Don’t Support Our Troops


NEW YORK—Sen. John Kerry, the Democratic presidential frontrunner, opposes war with Iraq. Despite this stance, he suggests that Americans should set aside their political differences once the Mother of All Bombs starts blowing up munitions dumps and babies in Baghdad.

“When the war begins, if the war begins,” says Kerry, “I support the troops and I support the United States of America winning as rapidly as possible. When the troops are in the field and fighting—if they’re in the field and fighting—remembering what it’s like to be those troops—I think they need a unified America that is prepared to win.”

Fellow presidential candidate Howard Dean, who calls Bush’s foreign policy “ghastly” and “appalling,” is the Democrats’ most vocal opponent of a preemptive strike against Iraq. But once war breaks out, he says, “Of course I’ll support the troops.”

This is an understandable impulse. As patriots, we want our country to win the wars that we fight. As Americans, we want our soldiers—young men and women who risk too much for too little pay—to come home in one piece. But supporting our troops while they’re fighting an immoral and illegal war is misguided and wrong.

An Unjust Cause

Iraq has never attacked, nor threatened to attack, the United States. As his 1990 invasion of Kuwait proved, Saddam is a menace to his neighbors—Saudi Arabia, Iran, Israel—but he’s their problem, not ours. Saddam’s longest-range missiles only travel 400 miles.

Numerous countries are ruled by unstable megalomaniacs possessing scary weaponry. North Korea has an intercontinental ballistic missile capable of hitting the western United States and, unlike Iraq, the nuke to put inside it. Pakistan, another nuclear power run by a dangerous anti-American dictator, just unveiled its new HATF-4 ballistic missile. If disarmament were Bush’s goal, shouldn’t those countries—both of which have threatened to use nukes—be higher-priority targets than non-nuclear Iraq?

Iraq isn’t part of the war on terrorism. The only link between Iraq and Al Qaeda is the fact that they hate each other’s guts. And no matter how often Bush says “9/11” and “Iraq” in the same breath, Saddam had nothing to do with the terror attacks.

That leaves freeing Iraqis from Saddam’s repressive rule as the sole rationale for war. Is the U.S. in the liberation business?

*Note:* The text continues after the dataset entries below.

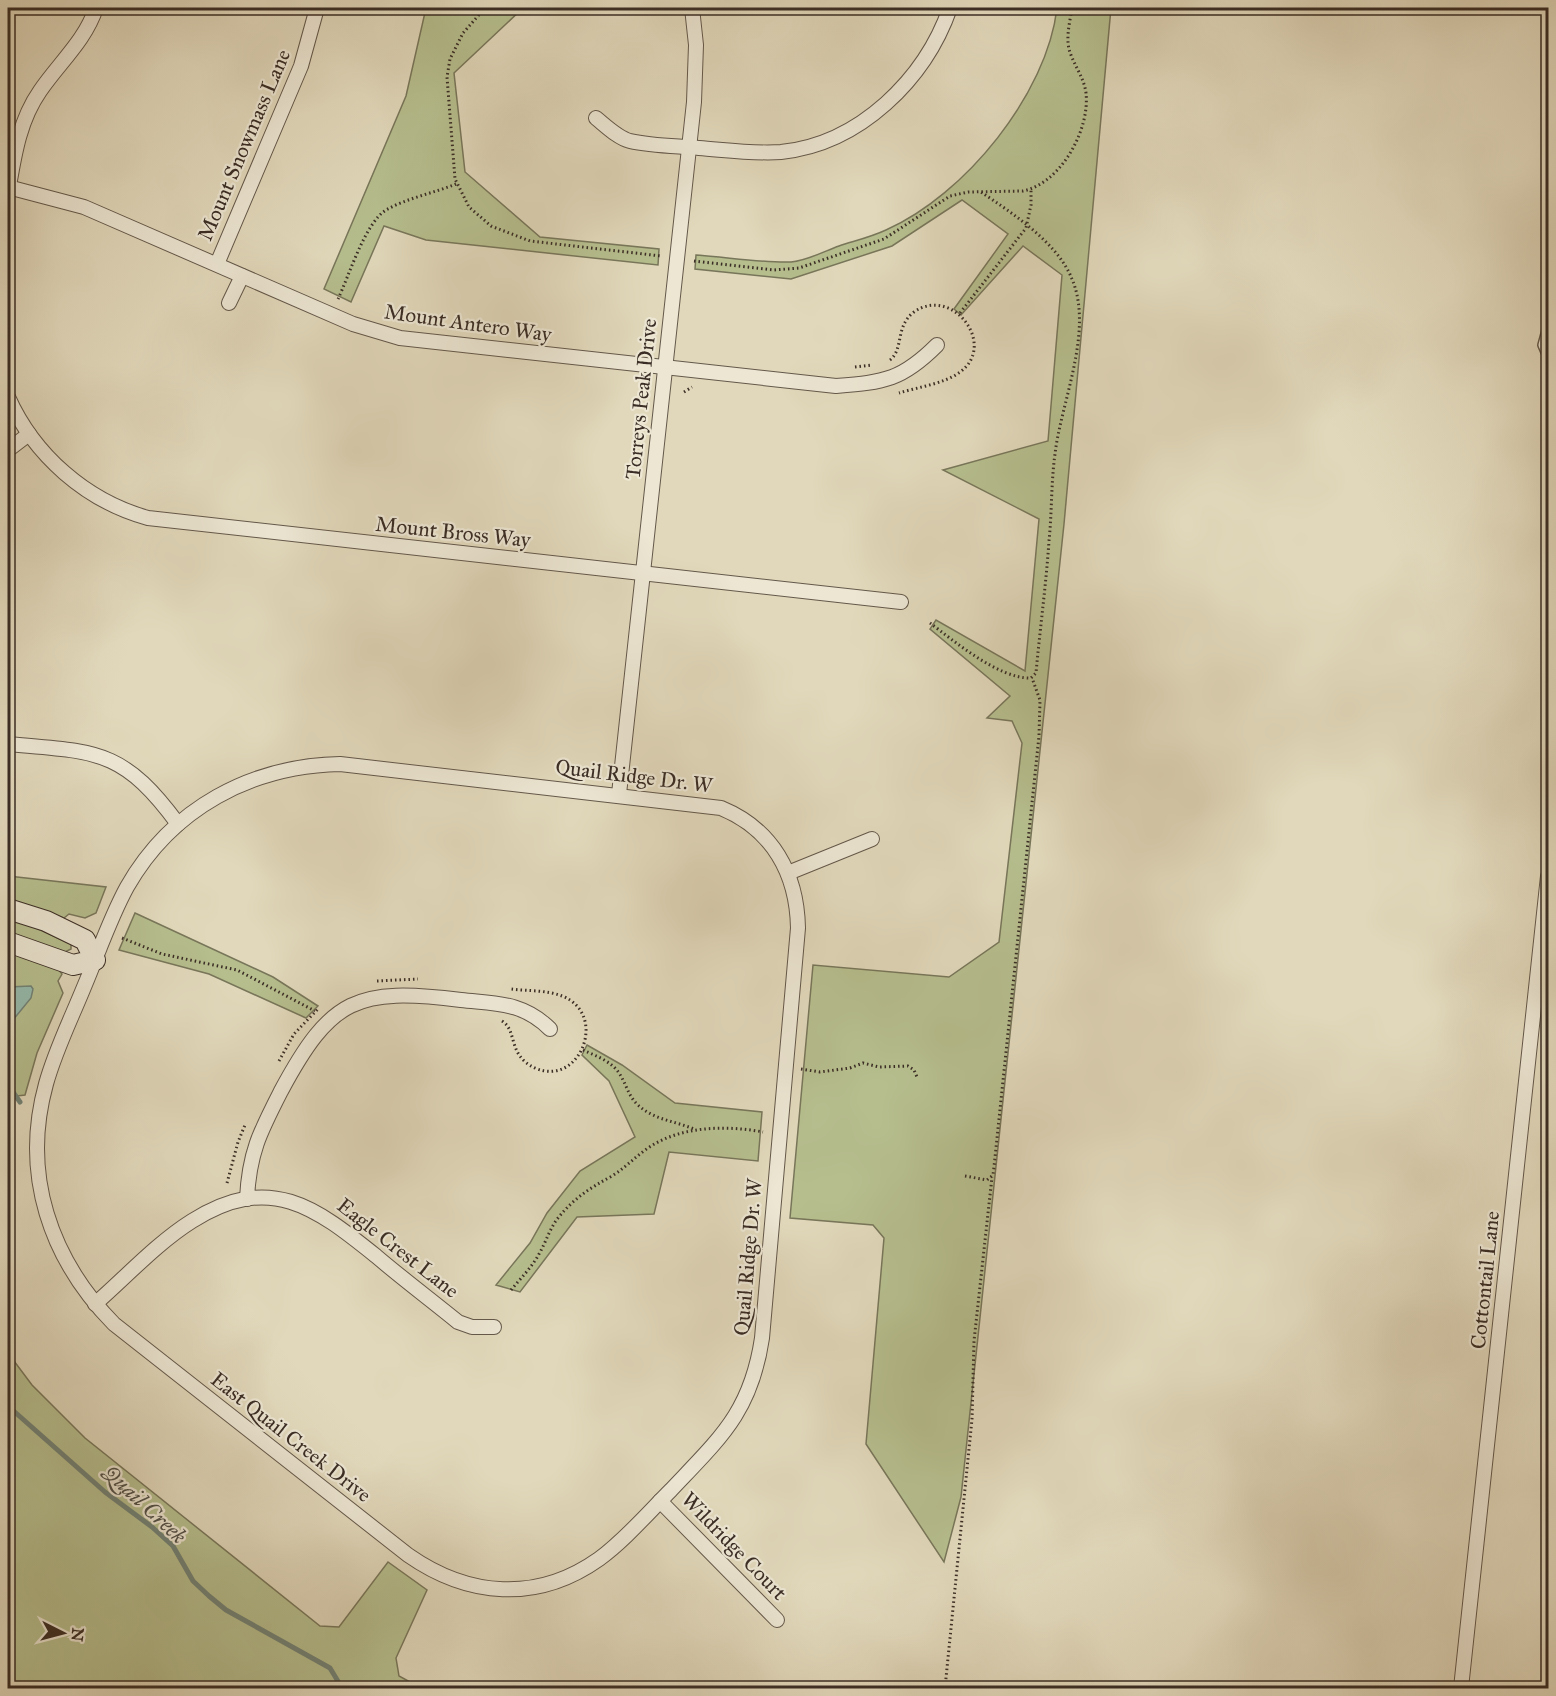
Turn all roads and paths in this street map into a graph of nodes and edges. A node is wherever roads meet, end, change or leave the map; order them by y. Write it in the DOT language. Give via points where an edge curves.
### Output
graph roads {
  1 [pos="96,8"];
  2 [pos="316,8"];
  3 [pos="485,8"];
  4 [pos="692,8"];
  5 [pos="950,8"];
  6 [pos="1072,8"];
  7 [pos="596,118"];
  8 [pos="690,147"];
  9 [pos="456,184"];
  10 [pos="1031,189"];
  11 [pos="8,190"];
  12 [pos="981,192"];
  13 [pos="1027,225"];
  14 [pos="661,256"];
  15 [pos="694,261"];
  16 [pos="217,264"];
  17 [pos="242,276"];
  18 [pos="338,299"];
  19 [pos="230,303"];
  20 [pos="960,313"];
  21 [pos="1548,323"];
  22 [pos="937,345"];
  23 [pos="1548,359"];
  24 [pos="883,363"];
  25 [pos="877,364"];
  26 [pos="665,368"];
  27 [pos="847,368"];
  28 [pos="702,388"];
  29 [pos="684,392"];
  30 [pos="891,394"];
  31 [pos="8,397"];
  32 [pos="29,434"];
  33 [pos="8,450"];
  34 [pos="644,574"];
  35 [pos="901,602"];
  36 [pos="930,623"];
  37 [pos="1032,678"];
  38 [pos="8,744"];
  39 [pos="619,794"];
  40 [pos="178,824"];
  41 [pos="872,839"];
  42 [pos="788,873"];
  43 [pos="1548,876"];
  44 [pos="8,909"];
  45 [pos="122,938"];
  46 [pos="8,942"];
  47 [pos="95,960"];
  48 [pos="425,980"];
  49 [pos="369,982"];
  50 [pos="508,989"];
  51 [pos="321,1006"];
  52 [pos="315,1011"];
  53 [pos="490,1020"];
  54 [pos="550,1029"];
  55 [pos="583,1050"];
  56 [pos="276,1066"];
  57 [pos="801,1069"];
  58 [pos="917,1077"];
  59 [pos="246,1124"];
  60 [pos="696,1130"];
  61 [pos="763,1132"];
  62 [pos="993,1175"];
  63 [pos="965,1176"];
  64 [pos="227,1183"];
  65 [pos="247,1199"];
  66 [pos="511,1290"];
  67 [pos="95,1304"];
  68 [pos="494,1327"];
  69 [pos="752,1384"];
  70 [pos="660,1501"];
  71 [pos="777,1620"];
  72 [pos="945,1689"];
  73 [pos="1461,1689"];
  1 -- 11 [label="street" via="81,39 30,108 20,133"];
  2 -- 16 [label="street, Mount Snowmass Lane" via="301,66"];
  3 -- 9 [label="path" via="462,33 448,70"];
  4 -- 8 [label="street, Torreys Peak Drive" via="697,65"];
  5 -- 8 [label="street" via="936,40 911,78 856,126 818,143 783,151"];
  6 -- 10 [label="path" via="1068,40 1084,83 1086,107 1067,159 1058,171"];
  7 -- 8 [label="street" via="630,141"];
  8 -- 26 [label="street, Torreys Peak Drive"];
  9 -- 14 [label="path" via="474,213 510,235 554,246"];
  9 -- 18 [label="path" via="378,216"];
  10 -- 12 [label="path"];
  10 -- 13 [label="path"];
  11 -- 16 [label="street, Mount Antero Way" via="84,207"];
  12 -- 13 [label="path"];
  12 -- 15 [label="path" via="950,196 892,235 809,266 774,270"];
  13 -- 20 [label="path"];
  13 -- 37 [label="path" via="1070,273 1079,316 1069,390 1055,451 1036,673"];
  16 -- 17 [label="street, Mount Antero Way"];
  17 -- 19 [label="street"];
  17 -- 26 [label="street, Mount Antero Way" via="353,324 400,338"];
  20 -- 24 [label="path" via="933,306 915,312 903,324 894,357"];
  20 -- 30 [label="path" via="973,334 969,364 951,377"];
  21 -- 23 [label="lane" via="1542,345"];
  22 -- 26 [label="street, Mount Antero Way" via="915,367 896,376 836,386"];
  25 -- 27 [label="path"];
  26 -- 34 [label="street, Torreys Peak Drive"];
  28 -- 29 [label="path" via="691,387"];
  31 -- 32 [label="street, Mount Bross Way"];
  32 -- 33 [label="street"];
  32 -- 34 [label="street, Mount Bross Way" via="79,485 114,506 148,518"];
  34 -- 35 [label="street, Mount Bross Way"];
  34 -- 39 [label="street, Torreys Peak Drive"];
  36 -- 37 [label="path" via="971,653 1010,674"];
  37 -- 62 [label="path" via="1040,700 1039,736"];
  38 -- 40 [label="street" via="108,759 142,780"];
  39 -- 40 [label="street, Quail Ridge Dr. W" via="316,764 284,769 242,784 213,798"];
  39 -- 42 [label="street, Quail Ridge Dr. W" via="712,805 730,812 768,839"];
  40 -- 47 [label="street, Quail Ridge Dr. W" via="156,846 127,888"];
  41 -- 42 [label="street"];
  42 -- 69 [label="street, Quail Ridge Dr. W" via="796,900 798,928 762,1338"];
  43 -- 73 [label="street, Cottontail Lane"];
  44 -- 47 [label="street" via="86,940"];
  45 -- 52 [label="path" via="162,954 237,970"];
  46 -- 47 [label="street" via="73,965"];
  47 -- 67 [label="street, East Quail Creek Drive" via="51,1069 37,1140 40,1185 50,1222 67,1265"];
  48 -- 49 [label="path"];
  50 -- 55 [label="path" via="555,994 578,1006 586,1021"];
  51 -- 52 [label="path"];
  52 -- 56 [label="path" via="294,1034"];
  53 -- 55 [label="path" via="507,1024 519,1056 539,1070 568,1066"];
  54 -- 65 [label="street" via="519,1007 418,994 387,995 346,1009 312,1037 274,1106 250,1157"];
  55 -- 60 [label="path" via="611,1064 644,1110"];
  57 -- 58 [label="path" via="820,1072 863,1063 879,1067 900,1065 914,1070"];
  59 -- 64 [label="path"];
  60 -- 61 [label="path" via="732,1127"];
  60 -- 66 [label="path" via="657,1143 579,1195 555,1221 534,1263"];
  62 -- 63 [label="path" via="987,1180"];
  62 -- 72 [label="path" via="974,1341 972,1419"];
  65 -- 67 [label="street, Eagle Crest Lane" via="190,1222"];
  65 -- 68 [label="street, Eagle Crest Lane" via="282,1199 317,1212 458,1322 472,1327"];
  67 -- 70 [label="street, East Quail Creek Drive" via="130,1338 399,1548 448,1579 501,1589 557,1581 606,1554"];
  69 -- 70 [label="street, East Quail Creek Drive" via="724,1434"];
  70 -- 71 [label="street, Wildridge Court"];
}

Will Bush spread democracy to Myamnar, Congo, Turkmenistan, Cambodia, Nigeria, Cuba, Uzbekistan, Tajikistan, Kazakhstan or Laos, just to name a few places where people can’t vote, speak freely or eat much? You be the judge. I wouldn’t bet on it.

Of course, it would be great if Iraqis were to overthrow Saddam (assuming that his successor would be an improvement). But regime change is up to the locals, not us. George W. Bush is leading us to commit an ignominious crime, an internationally-unsanctioned invasion of a nation that has done us no harm and presents no imminent threat.

Germans in the 1930s

We find ourselves facing the paradox of the “good German” of the ’30s. We’re ruled by an evil, non-elected warlord who ignores both domestic opposition and international condemnation. We don’t want the soldiers fighting his unjustified wars of expansion to win—but we don’t want them to lose either.

Our dilemma is rendered slightly less painful by the all-volunteer nature of our armed forces: at least we aren’t being asked to cheer on reluctant draftees. Presumably everybody in uniform knew what they might be in for when they signed up.

“I’m horrified by this war,” a friend tells me, “but once it starts we have to win and win quickly.” For her, as for Kerry and Dean, our servicemen are people performing a job. They go where the politicians send them.

The thing is, we don’t really have to win. Losing the Vietnam War sucked, but not fighting it in the first place would have been smarter. Losing to Third Worlders in PJs led Americans to decades of relative humility, self-examination and taking the moral high ground in conflicts such as Haiti and Kosovo. Our withdrawal from Nam was mainly the result of antiwar protests and public disapproval that swayed our elected representatives. It also saved a lot of money that would otherwise gone to save more “domino” dictatorships from godless communism.

Most Americans who didn’t actively protest the war at least sat on their hands during Vietnam. We should do the same during Bush’s coming unjust war of aggression. Members of our armed forces don’t deserve insults, but their role in this war doesn’t merit support. Cheering them as they leave and holding parades when they return would certainly be misinterpreted by citizens of other countries as popular support for an inglorious enterprise—and it would make it easier for Bush to send them off again, to Iran or Libya or wherever. Let’s keep our flags under wraps.

I want our troops to return home safely. I want them to live. Like a good German watching my countrymen march into Poland and Belgium and Luxembourg and France, I don’t want them to win and I don’t want them to lose.